**PROBLEM STATEMENT**
Count how many lines of the listing contain "roads", then give that number and nothing more.

**EXTRACTED DATA**
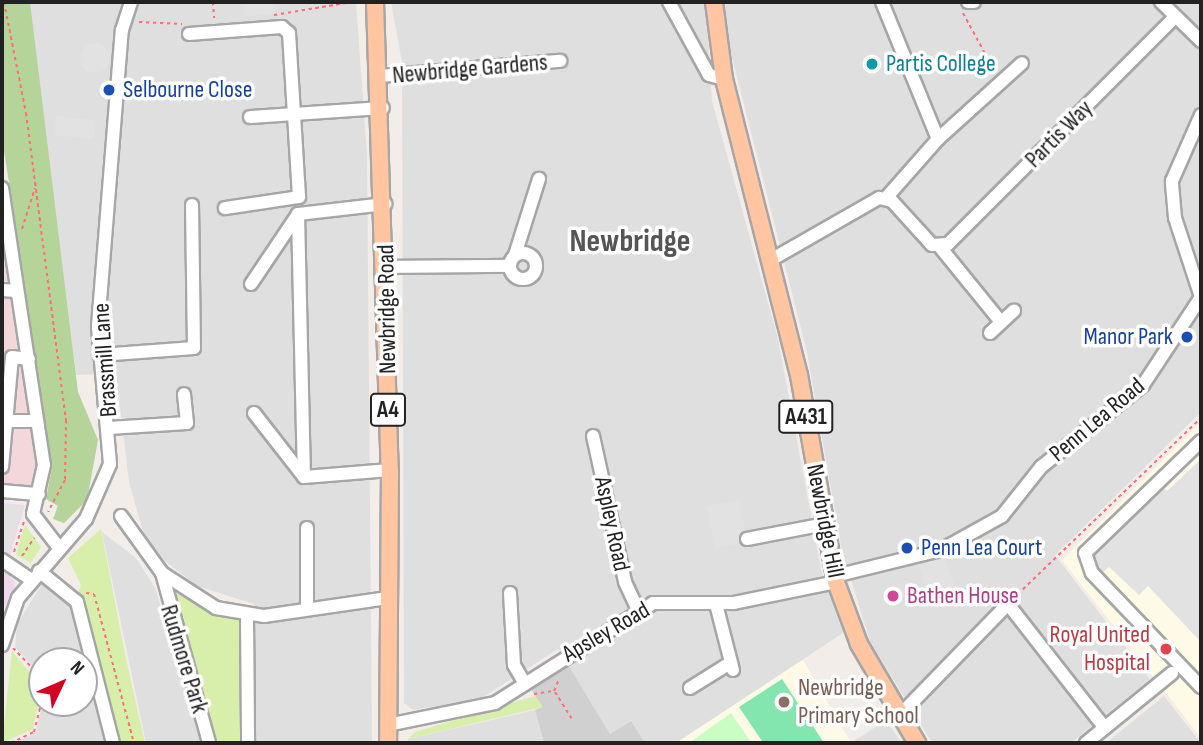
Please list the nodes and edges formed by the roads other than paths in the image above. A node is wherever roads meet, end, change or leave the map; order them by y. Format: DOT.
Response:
graph roads {
  1 [pos="131,2"];
  2 [pos="375,2"];
  3 [pos="669,2"];
  4 [pos="714,2"];
  5 [pos="882,2"];
  6 [pos="966,2"];
  7 [pos="974,2"];
  8 [pos="1161,2"];
  9 [pos="1175,17"];
  10 [pos="189,34"];
  11 [pos="1201,41"];
  12 [pos="560,61"];
  13 [pos="1023,63"];
  14 [pos="380,76"];
  15 [pos="723,79"];
  16 [pos="383,108"];
  17 [pos="295,114"];
  18 [pos="1201,115"];
  19 [pos="250,117"];
  20 [pos="938,139"];
  21 [pos="539,180"];
  22 [pos="2,188"];
  23 [pos="886,198"];
  24 [pos="385,204"];
  25 [pos="192,205"];
  26 [pos="225,208"];
  27 [pos="298,214"];
  28 [pos="940,247"];
  29 [pos="769,261"];
  30 [pos="386,267"];
  31 [pos="251,284"];
  32 [pos="2,290"];
  33 [pos="16,291"];
  34 [pos="1200,305"];
  35 [pos="1014,311"];
  36 [pos="1000,322"];
  37 [pos="990,333"];
  38 [pos="100,355"];
  39 [pos="7,357"];
  40 [pos="29,359"];
  41 [pos="184,394"];
  42 [pos="254,413"];
  43 [pos="7,421"];
  44 [pos="37,421"];
  45 [pos="109,428"];
  46 [pos="593,436"];
  47 [pos="1201,442"];
  48 [pos="2,467"];
  49 [pos="390,470"];
  50 [pos="304,477"];
  51 [pos="2,491"];
  52 [pos="38,494"];
  53 [pos="121,516"];
  54 [pos="825,524"];
  55 [pos="307,528"];
  56 [pos="747,539"];
  57 [pos="60,549"];
  58 [pos="6,562"];
  59 [pos="162,573"];
  60 [pos="35,576"];
  61 [pos="836,579"];
  62 [pos="510,593"];
  63 [pos="388,598"];
  64 [pos="716,604"];
  65 [pos="307,609"];
  66 [pos="638,610"];
  67 [pos="247,616"];
  68 [pos="2,641"];
  69 [pos="1172,673"];
  70 [pos="525,684"];
  71 [pos="1201,687"];
  72 [pos="690,688"];
  73 [pos="898,716"];
  74 [pos="388,725"];
  75 [pos="1105,728"];
  76 [pos="113,743"];
  77 [pos="209,743"];
  78 [pos="248,743"];
  79 [pos="388,743"];
  80 [pos="917,743"];
  81 [pos="1086,743"];
  1 -- 38 [label="street, Brassmill Lane"];
  2 -- 14 [label="main road, Newbridge Road / A4"];
  3 -- 15 [label="street"];
  4 -- 15 [label="main road, A431"];
  5 -- 20 [label="street"];
  6 -- 7 [label="street"];
  8 -- 9 [label="street"];
  9 -- 11 [label="street"];
  9 -- 28 [label="street, Partis Way"];
  10 -- 17 [label="street"];
  12 -- 14 [label="street, Newbridge Gardens"];
  13 -- 20 [label="street"];
  14 -- 16 [label="main road, Newbridge Road / A4"];
  15 -- 29 [label="main road, Newbridge Hill / A431"];
  16 -- 17 [label="street"];
  16 -- 24 [label="main road, Newbridge Road / A4"];
  17 -- 19 [label="street"];
  17 -- 26 [label="street"];
  18 -- 34 [label="street, Penn Lea Road"];
  20 -- 23 [label="street"];
  21 -- 30 [label="street"];
  22 -- 33 [label="street"];
  23 -- 28 [label="street"];
  23 -- 29 [label="street"];
  24 -- 27 [label="street"];
  24 -- 30 [label="main road, Newbridge Road / A4"];
  25 -- 38 [label="street"];
  27 -- 31 [label="street"];
  27 -- 50 [label="street"];
  28 -- 36 [label="street"];
  29 -- 54 [label="main road, Newbridge Hill / A431"];
  30 -- 49 [label="main road, Newbridge Road / A4"];
  32 -- 33 [label="street"];
  33 -- 40 [label="street"];
  34 -- 61 [label="street, Penn Lea Road"];
  35 -- 36 [label="street"];
  36 -- 37 [label="street"];
  38 -- 45 [label="street, Brassmill Lane"];
  39 -- 40 [label="street"];
  39 -- 43 [label="street"];
  40 -- 44 [label="street"];
  41 -- 45 [label="street"];
  42 -- 50 [label="street"];
  43 -- 44 [label="street"];
  43 -- 48 [label="street"];
  44 -- 52 [label="street"];
  45 -- 57 [label="street, Brassmill Lane"];
  46 -- 66 [label="street, Aspley Road"];
  47 -- 71 [label="street"];
  49 -- 50 [label="street"];
  49 -- 63 [label="main road, Newbridge Road / A4"];
  51 -- 52 [label="street"];
  52 -- 57 [label="street"];
  53 -- 59 [label="street, Rudmore Park"];
  54 -- 56 [label="street"];
  54 -- 61 [label="main road, Newbridge Hill / A431"];
  55 -- 65 [label="street"];
  57 -- 60 [label="street, Brassmill Lane"];
  58 -- 60 [label="street"];
  59 -- 67 [label="street, Rudmore Park"];
  59 -- 77 [label="street, Rudmore Park"];
  60 -- 68 [label="street, Brassmill Lane"];
  60 -- 76 [label="street"];
  61 -- 64 [label="street, Apsley Road"];
  61 -- 73 [label="main road, Newbridge Hill / A431"];
  62 -- 70 [label="street"];
  63 -- 65 [label="street, Rudmore Park"];
  63 -- 74 [label="main road, Newbridge Road / A4"];
  64 -- 66 [label="street, Apsley Road"];
  64 -- 72 [label="street"];
  65 -- 67 [label="street, Rudmore Park"];
  66 -- 70 [label="street, Apsley Road"];
  67 -- 78 [label="street, Rudmore Park"];
  69 -- 75 [label="street"];
  70 -- 74 [label="street, Apsley Road"];
  73 -- 75 [label="street"];
  73 -- 80 [label="main road, Newbridge Hill / A431"];
  74 -- 79 [label="main road, Newbridge Road / A4"];
  75 -- 81 [label="street"];
}
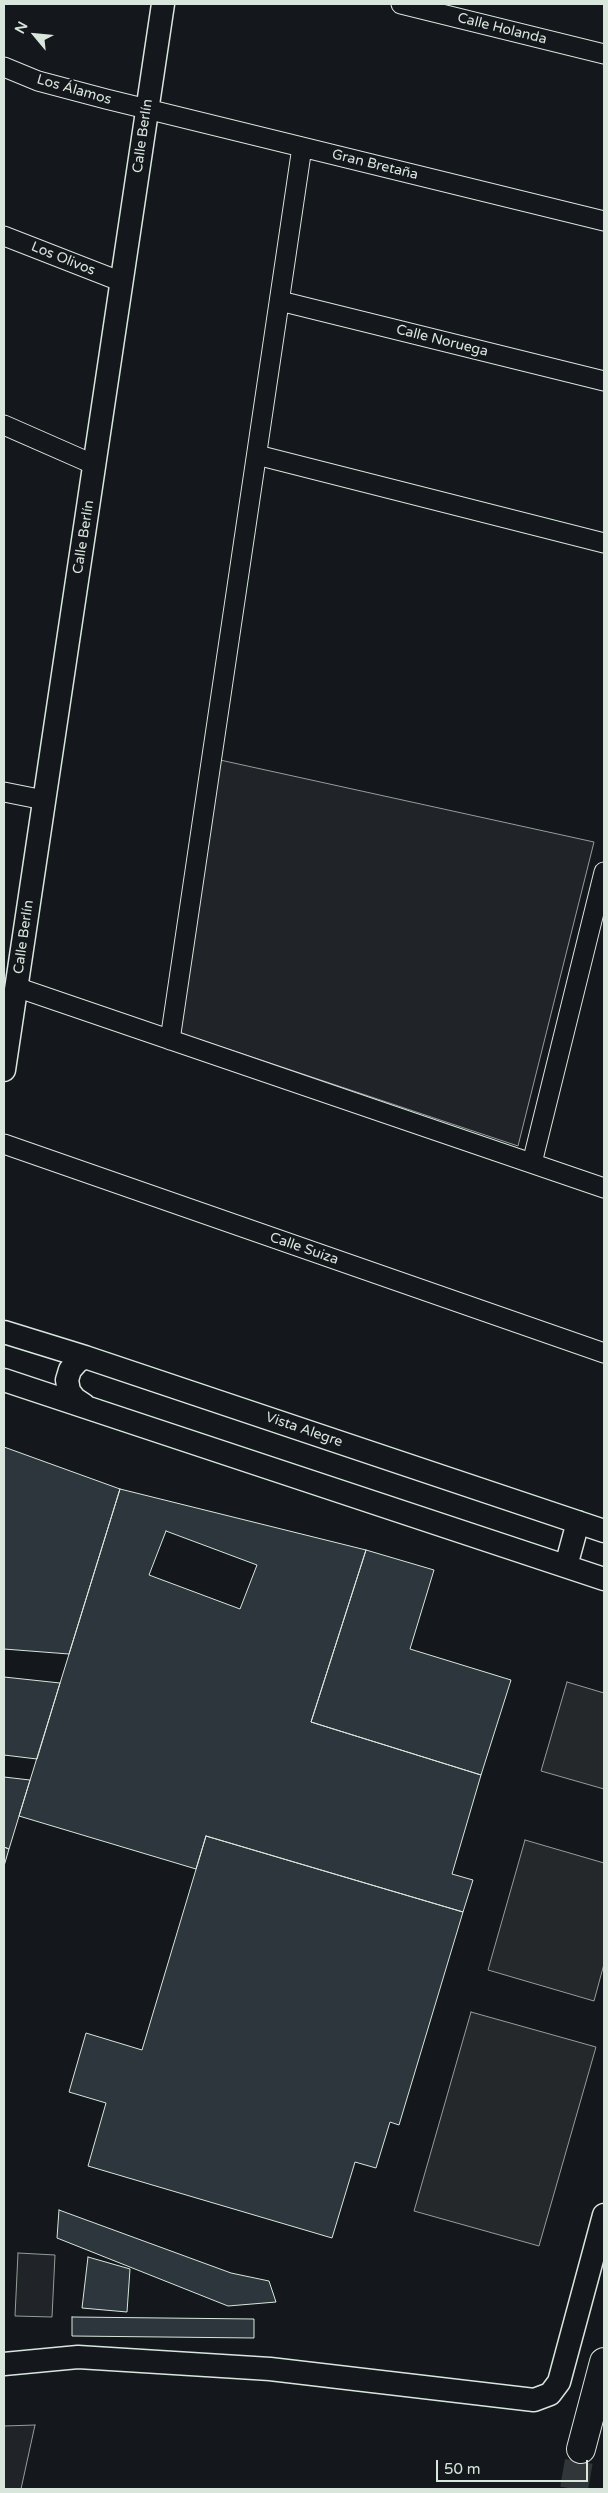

**ANSWER SPACE**
2